Stored items |
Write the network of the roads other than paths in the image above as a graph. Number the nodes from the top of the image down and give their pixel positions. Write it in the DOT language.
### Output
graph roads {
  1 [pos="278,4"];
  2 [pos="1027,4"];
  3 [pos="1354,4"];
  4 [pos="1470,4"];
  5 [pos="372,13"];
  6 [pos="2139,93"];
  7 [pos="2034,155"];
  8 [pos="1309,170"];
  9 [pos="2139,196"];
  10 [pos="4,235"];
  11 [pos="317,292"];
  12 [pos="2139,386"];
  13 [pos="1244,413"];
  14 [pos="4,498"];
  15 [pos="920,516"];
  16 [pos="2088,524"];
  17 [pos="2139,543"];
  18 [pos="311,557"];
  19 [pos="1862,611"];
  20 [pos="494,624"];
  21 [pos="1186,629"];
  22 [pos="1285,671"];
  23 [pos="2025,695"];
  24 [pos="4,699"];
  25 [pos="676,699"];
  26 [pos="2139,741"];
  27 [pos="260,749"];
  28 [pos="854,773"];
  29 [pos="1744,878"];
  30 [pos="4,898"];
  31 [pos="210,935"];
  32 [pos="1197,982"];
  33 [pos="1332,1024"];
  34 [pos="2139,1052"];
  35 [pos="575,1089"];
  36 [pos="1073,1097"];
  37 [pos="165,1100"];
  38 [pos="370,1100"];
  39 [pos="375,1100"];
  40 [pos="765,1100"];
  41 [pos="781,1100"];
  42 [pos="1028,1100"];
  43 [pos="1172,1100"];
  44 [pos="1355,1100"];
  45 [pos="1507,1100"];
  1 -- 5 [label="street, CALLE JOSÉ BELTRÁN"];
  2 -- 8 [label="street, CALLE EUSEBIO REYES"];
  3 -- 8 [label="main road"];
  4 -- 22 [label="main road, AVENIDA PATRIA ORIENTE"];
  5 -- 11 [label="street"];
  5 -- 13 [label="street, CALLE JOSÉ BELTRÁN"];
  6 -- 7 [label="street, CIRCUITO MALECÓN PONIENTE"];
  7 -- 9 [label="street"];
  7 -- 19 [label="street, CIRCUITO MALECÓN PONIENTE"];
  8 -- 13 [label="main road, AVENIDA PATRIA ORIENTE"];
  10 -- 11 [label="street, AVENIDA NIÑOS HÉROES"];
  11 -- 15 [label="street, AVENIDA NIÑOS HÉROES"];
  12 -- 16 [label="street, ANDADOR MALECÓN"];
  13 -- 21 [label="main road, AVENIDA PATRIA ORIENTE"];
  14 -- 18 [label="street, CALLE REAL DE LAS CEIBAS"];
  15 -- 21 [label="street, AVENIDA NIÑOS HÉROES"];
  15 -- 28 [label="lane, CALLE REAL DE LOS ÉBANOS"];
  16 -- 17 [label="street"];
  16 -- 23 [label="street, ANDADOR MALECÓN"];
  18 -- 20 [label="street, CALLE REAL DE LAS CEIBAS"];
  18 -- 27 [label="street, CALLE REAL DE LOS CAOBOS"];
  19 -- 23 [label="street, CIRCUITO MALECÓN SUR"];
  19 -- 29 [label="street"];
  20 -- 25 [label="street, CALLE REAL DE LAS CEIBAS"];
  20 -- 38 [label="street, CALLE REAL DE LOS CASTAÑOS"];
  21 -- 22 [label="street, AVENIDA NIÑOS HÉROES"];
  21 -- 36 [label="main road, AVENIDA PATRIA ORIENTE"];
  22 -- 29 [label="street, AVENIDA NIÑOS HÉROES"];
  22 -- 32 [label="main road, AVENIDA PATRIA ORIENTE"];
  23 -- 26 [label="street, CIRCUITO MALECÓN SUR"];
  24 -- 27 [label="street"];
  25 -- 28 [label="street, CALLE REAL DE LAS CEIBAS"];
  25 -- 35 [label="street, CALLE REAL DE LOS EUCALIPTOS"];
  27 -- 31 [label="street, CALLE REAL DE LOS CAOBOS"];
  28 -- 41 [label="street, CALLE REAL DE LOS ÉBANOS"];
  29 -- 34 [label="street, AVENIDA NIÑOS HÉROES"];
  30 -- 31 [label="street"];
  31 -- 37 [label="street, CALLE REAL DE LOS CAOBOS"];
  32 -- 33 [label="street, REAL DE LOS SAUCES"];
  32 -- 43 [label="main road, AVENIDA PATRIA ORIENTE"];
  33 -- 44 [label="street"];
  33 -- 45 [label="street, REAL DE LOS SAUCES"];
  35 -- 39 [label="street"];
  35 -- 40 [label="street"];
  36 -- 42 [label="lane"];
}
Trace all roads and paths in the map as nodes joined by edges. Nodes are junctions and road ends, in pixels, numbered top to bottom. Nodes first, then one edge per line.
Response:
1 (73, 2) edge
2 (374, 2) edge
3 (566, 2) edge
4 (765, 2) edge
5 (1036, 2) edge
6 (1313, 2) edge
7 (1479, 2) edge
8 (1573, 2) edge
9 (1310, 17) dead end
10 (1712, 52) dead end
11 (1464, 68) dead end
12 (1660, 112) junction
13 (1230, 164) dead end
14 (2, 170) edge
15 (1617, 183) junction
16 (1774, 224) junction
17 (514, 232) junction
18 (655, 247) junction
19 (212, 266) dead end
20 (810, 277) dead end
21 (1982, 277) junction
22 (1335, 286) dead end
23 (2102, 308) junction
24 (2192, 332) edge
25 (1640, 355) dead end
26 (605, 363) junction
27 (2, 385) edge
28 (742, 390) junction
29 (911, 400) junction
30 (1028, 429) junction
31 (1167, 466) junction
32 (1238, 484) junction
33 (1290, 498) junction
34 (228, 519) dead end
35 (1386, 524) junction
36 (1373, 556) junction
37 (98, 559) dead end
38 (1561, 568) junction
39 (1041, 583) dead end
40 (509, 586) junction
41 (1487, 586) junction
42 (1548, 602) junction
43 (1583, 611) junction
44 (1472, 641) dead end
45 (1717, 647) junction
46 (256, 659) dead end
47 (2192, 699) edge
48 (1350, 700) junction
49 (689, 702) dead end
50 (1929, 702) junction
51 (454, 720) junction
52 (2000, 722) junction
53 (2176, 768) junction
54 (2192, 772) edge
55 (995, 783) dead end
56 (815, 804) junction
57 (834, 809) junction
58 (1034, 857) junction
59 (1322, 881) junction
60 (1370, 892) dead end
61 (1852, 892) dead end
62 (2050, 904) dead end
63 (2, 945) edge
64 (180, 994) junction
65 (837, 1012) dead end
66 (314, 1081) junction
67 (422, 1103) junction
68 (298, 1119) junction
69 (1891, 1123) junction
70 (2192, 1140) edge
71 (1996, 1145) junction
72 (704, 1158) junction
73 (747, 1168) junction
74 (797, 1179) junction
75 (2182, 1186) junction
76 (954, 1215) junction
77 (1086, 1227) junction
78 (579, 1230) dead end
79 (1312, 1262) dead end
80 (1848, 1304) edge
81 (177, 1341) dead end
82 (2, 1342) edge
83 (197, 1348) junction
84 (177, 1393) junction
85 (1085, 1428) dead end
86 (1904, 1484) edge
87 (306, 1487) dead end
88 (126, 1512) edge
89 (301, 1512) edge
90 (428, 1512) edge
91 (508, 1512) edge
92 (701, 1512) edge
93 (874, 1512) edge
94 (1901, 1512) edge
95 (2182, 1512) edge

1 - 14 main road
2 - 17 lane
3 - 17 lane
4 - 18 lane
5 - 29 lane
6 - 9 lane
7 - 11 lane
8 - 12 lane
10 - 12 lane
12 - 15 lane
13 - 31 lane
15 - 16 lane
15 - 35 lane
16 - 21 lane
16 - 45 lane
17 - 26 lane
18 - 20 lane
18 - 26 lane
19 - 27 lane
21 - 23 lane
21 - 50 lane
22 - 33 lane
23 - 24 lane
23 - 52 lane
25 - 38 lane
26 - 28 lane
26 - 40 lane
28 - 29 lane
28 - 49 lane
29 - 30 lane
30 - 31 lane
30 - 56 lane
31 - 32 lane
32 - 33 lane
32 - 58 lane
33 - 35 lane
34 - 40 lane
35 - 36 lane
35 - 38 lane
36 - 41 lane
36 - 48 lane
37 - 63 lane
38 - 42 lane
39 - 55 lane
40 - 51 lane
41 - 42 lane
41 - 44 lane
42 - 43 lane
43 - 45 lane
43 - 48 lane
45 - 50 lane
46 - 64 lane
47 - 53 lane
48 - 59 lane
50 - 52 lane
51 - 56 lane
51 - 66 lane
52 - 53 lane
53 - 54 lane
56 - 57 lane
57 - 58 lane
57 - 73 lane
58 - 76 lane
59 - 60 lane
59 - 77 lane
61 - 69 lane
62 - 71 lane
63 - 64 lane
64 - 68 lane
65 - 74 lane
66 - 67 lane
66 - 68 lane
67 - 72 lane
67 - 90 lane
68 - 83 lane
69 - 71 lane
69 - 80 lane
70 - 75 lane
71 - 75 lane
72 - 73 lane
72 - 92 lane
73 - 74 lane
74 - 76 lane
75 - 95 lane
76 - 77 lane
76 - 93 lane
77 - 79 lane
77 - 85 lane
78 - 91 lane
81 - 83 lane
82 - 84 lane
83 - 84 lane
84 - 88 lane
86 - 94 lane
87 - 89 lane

PROBLEM DETAILS | Could you return all lines from the records that include the word "MALECÓN"?

OUTPUT BELOW |
  6 -- 7 [label="street, CIRCUITO MALECÓN PONIENTE"];
  7 -- 19 [label="street, CIRCUITO MALECÓN PONIENTE"];
  12 -- 16 [label="street, ANDADOR MALECÓN"];
  16 -- 23 [label="street, ANDADOR MALECÓN"];
  19 -- 23 [label="street, CIRCUITO MALECÓN SUR"];
  23 -- 26 [label="street, CIRCUITO MALECÓN SUR"];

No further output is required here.